By ADEBIYI ADEDAPO |
Barring any last-minute change, the National Assembly (NASS) has concluded plans to repeal the establishing law of the Nigerian Postal Services (NIPOST) and re-enact the law to grant the agency the status of a commission.
This, according to the bill, will allow private sector participation in the provision of postal services.
The proposed bill to repeal the NIPOST Act of 2004 and change the agency to the Nigeria Postal Commission has been gazetted by the House of Representatives and it is expected to be read for the first time this week.
When passed into law, the commission shall be headed by a director-general and executive directors to be appointed by the president.
The commission shall be responsible for granting licenses for the carrying on of postal services, cargo, e-commerce, courier express services, and logistics under this Bill and for the period specified in the licenses.
According to the bill, only public postal operators licensed by the commission shall provide and operate e-Commerce and express courier services and such operators must register with the commission within six months.
“A person other than the Public Postal Operator shall not: operate a postal system or facility; or provide and/or operate postal service, cargo, e-commerce, express/courier service and/or logistics in Nigeria; unless it is registered as a company and holds a license under this Bill.
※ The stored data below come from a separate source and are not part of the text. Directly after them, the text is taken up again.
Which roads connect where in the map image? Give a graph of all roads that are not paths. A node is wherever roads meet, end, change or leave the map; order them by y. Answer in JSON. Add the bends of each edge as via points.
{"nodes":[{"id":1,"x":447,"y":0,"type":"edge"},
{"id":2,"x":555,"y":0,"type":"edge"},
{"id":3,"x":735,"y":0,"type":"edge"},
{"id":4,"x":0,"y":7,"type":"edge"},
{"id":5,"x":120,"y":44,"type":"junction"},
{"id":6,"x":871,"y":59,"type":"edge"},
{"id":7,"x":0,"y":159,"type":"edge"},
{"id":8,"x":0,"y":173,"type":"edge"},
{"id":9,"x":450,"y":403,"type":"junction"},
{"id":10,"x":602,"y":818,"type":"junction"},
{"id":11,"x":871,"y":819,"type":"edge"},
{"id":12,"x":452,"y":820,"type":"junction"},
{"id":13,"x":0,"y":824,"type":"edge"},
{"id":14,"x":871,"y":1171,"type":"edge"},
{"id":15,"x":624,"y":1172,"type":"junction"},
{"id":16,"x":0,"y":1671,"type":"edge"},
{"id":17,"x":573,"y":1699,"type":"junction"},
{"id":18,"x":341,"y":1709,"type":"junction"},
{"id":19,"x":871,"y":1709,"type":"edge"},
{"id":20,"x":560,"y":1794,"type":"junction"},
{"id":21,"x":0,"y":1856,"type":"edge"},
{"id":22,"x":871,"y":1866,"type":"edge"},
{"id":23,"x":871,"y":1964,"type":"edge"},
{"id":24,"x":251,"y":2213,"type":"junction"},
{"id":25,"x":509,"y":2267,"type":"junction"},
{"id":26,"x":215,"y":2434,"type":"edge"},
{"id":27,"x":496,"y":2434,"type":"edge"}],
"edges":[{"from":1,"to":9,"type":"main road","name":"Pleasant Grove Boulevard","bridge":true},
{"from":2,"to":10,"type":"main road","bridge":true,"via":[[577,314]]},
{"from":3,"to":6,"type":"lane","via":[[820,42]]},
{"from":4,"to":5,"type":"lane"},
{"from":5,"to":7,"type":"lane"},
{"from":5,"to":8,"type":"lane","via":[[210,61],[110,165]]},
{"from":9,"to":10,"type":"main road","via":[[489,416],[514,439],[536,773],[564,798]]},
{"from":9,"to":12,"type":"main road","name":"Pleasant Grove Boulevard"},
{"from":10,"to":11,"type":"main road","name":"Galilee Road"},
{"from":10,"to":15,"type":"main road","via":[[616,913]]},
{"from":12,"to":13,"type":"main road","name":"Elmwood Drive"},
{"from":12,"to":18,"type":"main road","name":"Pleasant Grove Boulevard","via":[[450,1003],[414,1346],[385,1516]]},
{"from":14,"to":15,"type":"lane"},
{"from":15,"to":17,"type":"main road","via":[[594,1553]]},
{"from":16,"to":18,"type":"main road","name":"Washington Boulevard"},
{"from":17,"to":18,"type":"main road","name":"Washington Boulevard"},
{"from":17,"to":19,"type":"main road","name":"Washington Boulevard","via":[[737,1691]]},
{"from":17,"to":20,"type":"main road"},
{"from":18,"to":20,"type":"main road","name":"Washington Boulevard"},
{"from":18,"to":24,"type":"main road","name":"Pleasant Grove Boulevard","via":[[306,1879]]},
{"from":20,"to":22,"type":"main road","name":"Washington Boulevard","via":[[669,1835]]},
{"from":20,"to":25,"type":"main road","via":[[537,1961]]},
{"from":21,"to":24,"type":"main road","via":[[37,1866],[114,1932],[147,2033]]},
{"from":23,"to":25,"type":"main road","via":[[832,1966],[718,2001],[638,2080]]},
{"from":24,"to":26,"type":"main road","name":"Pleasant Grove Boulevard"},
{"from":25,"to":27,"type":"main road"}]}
Notwithstanding the provisions of subsection (1) of this section, a company operating a postal service, cargo, E-commerce, express/courier service, and /or logistics may apply to the Commission within 6 (six) months of the commencement of this Bill to be licensed under the provisions of this Part. Operation of postal services,” the proposed law reads.
The bill also seeks to establish the Universal Postal Service Fund and the Universal Postal Service Fund Board. The Board shall consist of the minister, who shall be the chairman; the chairman of the commission, who shall be the vice-chairman; the director-general of the commission. Others include a representative of the Federal Ministry of Communications and Digital Economy; a representative of the Federal Ministry of Finance not below the directorate cadre; a representative of the National Planning Commission not below the directorate cadre; a representative of the private sector; and the chief executive officer of the Public Postal Operator.
Titled “a bill for an act to repeal the Nigerian Postal Service Act CAPN127 LFN 2004, and Establish the Nigeria Postal Commission to make comprehensive provisions for the development and regulation of postal services and for other related matters,” the bill is standing in the name of Prince Akeem Adeniyi Adeyemi, chairman of the House Committee on Communications.
According to a copy of the bill sighted by our correspondent, the bill when enacted will implement the National Postal Policy, establish a regulatory framework for the Nigerian postal industry, and for this purpose, create an effective, impartial and independent regulatory authority and promote the provision of a modern universal, efficient, reliable, affordable and easily accessible postal service with the widest range and coverage throughout Nigeria.
The proposed law is also expected to encourage local and foreign investments in the Nigerian postal industry and the introduce innovative services and practices, in accordance with international best practices and trends.